= What you are asked to do =
All lines below containing "Pénjamo" are to be listed.

= Items from a dataset =
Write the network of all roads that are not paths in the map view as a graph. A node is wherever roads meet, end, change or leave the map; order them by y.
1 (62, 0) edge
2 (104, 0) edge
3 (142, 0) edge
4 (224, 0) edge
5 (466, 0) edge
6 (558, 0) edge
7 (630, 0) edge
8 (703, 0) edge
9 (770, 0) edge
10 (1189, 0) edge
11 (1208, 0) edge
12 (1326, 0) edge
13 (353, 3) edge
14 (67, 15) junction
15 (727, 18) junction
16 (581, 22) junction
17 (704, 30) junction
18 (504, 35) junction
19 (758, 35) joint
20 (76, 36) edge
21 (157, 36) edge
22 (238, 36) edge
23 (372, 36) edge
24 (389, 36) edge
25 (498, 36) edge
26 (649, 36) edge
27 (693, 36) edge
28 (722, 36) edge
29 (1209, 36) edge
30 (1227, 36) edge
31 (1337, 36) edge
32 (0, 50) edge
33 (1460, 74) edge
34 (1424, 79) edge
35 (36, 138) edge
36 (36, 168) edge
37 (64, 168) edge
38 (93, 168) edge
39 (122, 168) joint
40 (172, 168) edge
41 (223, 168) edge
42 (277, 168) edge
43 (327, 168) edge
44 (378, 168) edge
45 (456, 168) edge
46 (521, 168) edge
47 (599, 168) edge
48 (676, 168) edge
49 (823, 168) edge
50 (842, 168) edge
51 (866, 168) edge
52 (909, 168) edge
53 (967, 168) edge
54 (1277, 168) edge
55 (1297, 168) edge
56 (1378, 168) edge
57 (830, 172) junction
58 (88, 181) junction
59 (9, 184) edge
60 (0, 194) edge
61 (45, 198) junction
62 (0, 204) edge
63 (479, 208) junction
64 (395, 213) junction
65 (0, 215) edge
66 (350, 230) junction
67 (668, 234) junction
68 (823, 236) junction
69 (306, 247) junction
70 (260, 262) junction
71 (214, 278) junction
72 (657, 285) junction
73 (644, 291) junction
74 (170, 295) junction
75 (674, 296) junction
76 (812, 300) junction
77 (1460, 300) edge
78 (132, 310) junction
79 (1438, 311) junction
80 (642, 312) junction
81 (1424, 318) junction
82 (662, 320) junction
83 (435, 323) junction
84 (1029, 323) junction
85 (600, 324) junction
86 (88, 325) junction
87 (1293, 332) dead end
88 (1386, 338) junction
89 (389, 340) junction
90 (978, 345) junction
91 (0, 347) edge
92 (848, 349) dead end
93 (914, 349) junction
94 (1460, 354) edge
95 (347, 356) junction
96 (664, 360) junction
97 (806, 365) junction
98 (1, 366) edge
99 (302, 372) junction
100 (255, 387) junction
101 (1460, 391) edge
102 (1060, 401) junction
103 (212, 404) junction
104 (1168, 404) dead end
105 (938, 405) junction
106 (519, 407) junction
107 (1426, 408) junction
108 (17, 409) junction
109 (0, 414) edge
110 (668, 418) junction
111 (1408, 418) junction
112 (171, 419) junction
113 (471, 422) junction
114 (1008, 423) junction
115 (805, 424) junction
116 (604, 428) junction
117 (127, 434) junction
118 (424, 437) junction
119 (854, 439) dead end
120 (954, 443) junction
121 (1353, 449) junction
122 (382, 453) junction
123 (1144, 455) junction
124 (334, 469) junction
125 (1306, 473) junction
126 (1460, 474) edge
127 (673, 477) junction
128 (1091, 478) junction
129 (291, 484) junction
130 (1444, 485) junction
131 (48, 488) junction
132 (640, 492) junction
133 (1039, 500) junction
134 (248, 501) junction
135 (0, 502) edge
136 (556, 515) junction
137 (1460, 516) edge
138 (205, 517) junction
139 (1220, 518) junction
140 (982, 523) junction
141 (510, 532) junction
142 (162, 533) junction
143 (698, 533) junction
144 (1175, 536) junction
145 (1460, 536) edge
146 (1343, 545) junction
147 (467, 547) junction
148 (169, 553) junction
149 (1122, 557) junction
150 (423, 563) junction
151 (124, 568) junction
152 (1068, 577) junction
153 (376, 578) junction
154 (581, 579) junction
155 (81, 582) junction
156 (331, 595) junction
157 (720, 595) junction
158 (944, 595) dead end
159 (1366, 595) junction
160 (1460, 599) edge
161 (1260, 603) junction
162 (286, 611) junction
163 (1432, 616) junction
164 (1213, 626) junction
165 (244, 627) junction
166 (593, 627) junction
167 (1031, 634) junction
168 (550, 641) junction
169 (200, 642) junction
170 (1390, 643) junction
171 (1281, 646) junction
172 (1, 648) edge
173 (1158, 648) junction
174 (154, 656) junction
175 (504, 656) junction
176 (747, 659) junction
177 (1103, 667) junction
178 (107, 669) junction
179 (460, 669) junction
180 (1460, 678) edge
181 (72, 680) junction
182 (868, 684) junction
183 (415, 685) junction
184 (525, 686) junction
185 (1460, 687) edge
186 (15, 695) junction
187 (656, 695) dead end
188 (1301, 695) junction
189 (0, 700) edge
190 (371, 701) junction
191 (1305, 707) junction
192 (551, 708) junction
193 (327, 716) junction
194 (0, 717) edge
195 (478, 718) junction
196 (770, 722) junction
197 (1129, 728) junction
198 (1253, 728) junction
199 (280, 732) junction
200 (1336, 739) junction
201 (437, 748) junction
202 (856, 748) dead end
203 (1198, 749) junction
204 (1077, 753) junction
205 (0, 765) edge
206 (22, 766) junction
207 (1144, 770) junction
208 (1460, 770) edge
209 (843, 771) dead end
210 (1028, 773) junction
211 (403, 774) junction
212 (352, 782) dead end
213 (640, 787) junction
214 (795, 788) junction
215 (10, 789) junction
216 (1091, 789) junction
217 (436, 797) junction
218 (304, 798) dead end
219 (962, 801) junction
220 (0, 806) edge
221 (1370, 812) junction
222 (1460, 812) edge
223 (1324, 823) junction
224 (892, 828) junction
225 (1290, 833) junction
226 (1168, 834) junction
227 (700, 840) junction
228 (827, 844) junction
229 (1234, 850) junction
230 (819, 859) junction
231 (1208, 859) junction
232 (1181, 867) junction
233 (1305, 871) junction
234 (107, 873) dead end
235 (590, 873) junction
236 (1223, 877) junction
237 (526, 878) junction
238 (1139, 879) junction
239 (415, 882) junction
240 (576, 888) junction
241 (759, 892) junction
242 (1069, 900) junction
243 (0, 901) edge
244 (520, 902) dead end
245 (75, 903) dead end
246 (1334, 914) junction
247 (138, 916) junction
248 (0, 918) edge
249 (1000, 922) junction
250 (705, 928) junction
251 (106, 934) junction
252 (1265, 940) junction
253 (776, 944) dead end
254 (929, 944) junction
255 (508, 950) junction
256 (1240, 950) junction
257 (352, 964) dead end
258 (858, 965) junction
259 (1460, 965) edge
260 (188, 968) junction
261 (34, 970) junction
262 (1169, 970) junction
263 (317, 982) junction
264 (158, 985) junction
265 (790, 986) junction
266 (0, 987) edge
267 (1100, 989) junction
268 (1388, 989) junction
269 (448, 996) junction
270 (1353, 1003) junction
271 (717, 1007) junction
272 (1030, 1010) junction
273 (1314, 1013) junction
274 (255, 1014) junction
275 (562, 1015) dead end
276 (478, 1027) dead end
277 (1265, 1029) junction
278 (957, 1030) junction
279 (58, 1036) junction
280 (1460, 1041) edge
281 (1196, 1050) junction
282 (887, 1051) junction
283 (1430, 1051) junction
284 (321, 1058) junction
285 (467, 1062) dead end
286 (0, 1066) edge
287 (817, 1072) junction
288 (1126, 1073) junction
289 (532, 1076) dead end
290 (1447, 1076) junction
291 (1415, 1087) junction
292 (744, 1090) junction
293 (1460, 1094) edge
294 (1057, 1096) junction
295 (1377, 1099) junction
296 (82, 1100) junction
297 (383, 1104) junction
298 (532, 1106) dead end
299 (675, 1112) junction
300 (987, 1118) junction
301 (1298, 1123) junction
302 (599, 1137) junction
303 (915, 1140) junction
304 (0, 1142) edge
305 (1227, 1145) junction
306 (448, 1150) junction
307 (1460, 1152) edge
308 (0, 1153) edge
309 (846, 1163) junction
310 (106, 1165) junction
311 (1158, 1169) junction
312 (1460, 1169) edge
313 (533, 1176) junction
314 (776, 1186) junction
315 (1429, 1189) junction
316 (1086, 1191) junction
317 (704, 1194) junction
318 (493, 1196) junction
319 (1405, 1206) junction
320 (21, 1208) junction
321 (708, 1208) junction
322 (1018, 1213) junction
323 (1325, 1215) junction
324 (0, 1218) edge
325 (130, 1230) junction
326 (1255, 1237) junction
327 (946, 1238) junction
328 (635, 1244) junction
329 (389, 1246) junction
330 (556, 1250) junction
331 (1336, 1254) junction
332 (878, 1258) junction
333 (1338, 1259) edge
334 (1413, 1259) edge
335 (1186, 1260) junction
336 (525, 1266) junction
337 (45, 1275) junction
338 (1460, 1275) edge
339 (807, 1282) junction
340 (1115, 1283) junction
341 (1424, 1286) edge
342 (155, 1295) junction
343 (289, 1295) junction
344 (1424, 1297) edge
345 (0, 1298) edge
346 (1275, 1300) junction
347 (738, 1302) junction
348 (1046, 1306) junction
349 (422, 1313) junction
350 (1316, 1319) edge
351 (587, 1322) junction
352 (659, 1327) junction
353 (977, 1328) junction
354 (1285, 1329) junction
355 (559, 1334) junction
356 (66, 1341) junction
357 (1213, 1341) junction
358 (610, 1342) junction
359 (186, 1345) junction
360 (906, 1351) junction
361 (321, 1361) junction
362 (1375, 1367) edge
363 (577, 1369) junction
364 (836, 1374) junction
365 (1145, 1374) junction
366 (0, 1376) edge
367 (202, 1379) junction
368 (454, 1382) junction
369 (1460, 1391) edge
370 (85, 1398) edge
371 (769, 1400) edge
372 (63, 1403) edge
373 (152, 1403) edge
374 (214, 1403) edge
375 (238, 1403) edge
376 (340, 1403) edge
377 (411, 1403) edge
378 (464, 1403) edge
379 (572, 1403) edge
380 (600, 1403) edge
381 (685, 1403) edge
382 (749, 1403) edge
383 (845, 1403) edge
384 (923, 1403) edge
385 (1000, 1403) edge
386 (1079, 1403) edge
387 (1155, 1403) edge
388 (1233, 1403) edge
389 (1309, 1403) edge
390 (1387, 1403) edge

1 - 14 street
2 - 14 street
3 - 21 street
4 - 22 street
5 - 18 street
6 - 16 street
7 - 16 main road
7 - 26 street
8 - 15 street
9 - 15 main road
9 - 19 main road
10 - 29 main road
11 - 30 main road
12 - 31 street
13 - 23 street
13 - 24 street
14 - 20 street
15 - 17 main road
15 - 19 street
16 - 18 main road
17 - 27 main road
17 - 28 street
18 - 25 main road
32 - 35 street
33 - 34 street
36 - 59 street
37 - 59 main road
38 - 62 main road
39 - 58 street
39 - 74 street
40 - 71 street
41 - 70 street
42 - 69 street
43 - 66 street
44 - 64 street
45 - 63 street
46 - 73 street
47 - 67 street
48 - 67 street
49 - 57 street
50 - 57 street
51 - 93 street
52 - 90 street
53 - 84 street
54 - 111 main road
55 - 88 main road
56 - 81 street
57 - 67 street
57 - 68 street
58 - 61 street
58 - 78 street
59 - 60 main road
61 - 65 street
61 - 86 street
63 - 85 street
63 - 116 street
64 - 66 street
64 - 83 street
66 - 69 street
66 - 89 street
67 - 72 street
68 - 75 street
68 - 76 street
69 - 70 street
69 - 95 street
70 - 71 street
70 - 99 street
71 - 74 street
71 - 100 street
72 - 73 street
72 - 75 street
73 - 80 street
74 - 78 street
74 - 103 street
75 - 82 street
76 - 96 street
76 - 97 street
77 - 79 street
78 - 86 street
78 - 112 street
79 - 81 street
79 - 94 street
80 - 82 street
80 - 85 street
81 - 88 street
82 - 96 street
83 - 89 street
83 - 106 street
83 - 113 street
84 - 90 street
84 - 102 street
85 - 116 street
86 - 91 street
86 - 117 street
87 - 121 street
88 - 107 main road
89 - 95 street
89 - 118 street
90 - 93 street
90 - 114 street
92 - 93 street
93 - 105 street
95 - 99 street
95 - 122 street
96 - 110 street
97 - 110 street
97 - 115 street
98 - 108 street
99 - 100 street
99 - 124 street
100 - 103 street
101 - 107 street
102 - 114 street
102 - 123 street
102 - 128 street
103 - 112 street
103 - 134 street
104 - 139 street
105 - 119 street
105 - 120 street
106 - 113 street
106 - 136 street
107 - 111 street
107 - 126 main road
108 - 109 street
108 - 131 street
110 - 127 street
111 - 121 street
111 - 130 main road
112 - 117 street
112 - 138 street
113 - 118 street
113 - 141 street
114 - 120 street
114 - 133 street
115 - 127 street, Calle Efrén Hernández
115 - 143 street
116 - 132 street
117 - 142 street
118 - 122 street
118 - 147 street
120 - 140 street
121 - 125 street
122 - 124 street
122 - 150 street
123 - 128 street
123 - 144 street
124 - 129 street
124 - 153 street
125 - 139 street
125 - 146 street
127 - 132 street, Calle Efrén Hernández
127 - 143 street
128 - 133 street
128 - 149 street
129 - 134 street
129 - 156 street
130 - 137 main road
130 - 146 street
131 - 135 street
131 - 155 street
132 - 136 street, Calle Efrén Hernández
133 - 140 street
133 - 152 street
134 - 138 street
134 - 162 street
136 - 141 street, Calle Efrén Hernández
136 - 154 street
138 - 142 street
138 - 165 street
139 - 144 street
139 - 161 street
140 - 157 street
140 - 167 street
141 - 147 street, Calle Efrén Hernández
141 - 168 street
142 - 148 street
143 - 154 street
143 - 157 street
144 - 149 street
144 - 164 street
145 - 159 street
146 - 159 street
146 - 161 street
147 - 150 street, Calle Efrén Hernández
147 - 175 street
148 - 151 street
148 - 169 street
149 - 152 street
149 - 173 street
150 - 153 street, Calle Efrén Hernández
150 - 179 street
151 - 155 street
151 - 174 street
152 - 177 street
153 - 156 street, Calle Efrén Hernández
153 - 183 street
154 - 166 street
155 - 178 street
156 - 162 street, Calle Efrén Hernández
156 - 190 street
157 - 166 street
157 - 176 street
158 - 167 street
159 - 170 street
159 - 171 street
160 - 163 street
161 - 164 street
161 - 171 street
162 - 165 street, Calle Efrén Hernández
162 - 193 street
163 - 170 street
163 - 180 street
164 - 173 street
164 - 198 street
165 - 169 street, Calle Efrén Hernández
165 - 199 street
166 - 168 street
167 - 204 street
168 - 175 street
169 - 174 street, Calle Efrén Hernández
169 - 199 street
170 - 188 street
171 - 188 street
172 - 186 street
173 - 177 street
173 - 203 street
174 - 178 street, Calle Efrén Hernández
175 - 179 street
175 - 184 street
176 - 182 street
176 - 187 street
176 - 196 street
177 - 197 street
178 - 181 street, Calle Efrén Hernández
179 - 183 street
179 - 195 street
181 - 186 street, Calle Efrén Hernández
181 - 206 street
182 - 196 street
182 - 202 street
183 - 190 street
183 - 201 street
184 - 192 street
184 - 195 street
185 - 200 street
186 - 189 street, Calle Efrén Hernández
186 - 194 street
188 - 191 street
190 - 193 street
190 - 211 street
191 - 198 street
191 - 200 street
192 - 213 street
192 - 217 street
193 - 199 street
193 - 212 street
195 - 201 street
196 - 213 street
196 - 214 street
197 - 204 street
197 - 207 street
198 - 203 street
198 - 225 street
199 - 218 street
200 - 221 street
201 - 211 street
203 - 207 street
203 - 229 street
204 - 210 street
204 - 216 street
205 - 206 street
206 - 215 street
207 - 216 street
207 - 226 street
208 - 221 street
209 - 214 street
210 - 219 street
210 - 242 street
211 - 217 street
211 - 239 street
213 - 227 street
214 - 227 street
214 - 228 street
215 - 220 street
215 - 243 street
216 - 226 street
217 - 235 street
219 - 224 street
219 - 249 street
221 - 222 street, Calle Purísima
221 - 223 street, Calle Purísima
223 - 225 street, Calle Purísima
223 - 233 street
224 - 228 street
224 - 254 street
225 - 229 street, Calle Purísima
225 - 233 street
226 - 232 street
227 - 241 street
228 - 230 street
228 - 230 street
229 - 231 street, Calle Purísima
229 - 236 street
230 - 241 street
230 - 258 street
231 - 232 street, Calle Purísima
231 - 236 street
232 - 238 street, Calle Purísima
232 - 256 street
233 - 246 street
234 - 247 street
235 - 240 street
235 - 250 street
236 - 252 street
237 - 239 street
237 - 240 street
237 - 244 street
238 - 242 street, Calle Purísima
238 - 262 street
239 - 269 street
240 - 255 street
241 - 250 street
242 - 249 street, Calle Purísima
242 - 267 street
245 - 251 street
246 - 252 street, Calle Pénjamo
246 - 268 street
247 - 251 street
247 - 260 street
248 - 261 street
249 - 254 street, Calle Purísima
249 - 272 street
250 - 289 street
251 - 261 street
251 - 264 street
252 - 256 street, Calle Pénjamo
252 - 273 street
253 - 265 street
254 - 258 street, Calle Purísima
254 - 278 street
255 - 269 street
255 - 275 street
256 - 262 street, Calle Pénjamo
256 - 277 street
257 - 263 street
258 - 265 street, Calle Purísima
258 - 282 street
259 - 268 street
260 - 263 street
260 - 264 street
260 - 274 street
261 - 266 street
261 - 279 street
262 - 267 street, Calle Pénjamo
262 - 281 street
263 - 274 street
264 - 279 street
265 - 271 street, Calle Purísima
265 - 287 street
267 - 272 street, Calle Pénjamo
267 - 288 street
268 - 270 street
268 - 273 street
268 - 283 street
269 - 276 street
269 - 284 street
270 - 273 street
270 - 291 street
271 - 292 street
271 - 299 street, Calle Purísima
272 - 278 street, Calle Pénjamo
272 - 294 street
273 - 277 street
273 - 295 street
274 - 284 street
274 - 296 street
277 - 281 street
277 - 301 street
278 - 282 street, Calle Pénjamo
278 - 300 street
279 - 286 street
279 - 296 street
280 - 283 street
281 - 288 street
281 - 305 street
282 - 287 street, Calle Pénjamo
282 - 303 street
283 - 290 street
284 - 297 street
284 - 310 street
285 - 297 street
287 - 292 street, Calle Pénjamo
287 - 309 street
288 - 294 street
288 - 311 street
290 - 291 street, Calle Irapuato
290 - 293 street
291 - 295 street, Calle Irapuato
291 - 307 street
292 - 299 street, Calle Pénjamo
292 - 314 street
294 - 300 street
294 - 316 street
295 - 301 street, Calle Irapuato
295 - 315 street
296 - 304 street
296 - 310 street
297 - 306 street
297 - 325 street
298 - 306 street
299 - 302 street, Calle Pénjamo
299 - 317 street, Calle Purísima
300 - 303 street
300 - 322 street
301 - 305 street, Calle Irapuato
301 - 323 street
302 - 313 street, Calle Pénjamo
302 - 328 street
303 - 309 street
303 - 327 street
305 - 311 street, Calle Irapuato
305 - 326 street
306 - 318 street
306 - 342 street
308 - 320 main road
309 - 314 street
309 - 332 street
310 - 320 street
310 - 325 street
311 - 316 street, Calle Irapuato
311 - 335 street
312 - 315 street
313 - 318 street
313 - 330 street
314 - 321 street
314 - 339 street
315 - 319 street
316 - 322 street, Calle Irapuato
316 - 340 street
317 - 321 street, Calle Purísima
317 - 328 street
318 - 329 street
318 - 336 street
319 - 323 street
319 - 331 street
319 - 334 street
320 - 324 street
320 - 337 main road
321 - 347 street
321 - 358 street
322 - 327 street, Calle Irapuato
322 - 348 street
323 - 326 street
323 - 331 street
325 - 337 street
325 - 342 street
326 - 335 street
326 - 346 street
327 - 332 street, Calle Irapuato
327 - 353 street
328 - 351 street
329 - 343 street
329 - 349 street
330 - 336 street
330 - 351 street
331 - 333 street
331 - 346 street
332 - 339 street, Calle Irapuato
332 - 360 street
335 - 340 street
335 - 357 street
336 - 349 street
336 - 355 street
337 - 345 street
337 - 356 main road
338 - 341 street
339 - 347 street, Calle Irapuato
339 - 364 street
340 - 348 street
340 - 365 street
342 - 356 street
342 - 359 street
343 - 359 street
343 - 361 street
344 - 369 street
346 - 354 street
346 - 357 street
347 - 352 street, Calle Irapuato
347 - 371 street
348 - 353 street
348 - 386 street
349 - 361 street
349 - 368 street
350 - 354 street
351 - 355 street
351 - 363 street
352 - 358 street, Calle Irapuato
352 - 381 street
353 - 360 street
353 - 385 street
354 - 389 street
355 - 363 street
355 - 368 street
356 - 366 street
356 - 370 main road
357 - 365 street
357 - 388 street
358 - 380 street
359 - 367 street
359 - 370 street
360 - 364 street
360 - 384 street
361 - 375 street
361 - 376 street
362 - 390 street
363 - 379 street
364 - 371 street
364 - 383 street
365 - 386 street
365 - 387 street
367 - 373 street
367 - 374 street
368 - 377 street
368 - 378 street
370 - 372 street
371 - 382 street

= Solution =
246 - 252 street, Calle Pénjamo
252 - 256 street, Calle Pénjamo
256 - 262 street, Calle Pénjamo
262 - 267 street, Calle Pénjamo
267 - 272 street, Calle Pénjamo
272 - 278 street, Calle Pénjamo
278 - 282 street, Calle Pénjamo
282 - 287 street, Calle Pénjamo
287 - 292 street, Calle Pénjamo
292 - 299 street, Calle Pénjamo
299 - 302 street, Calle Pénjamo
302 - 313 street, Calle Pénjamo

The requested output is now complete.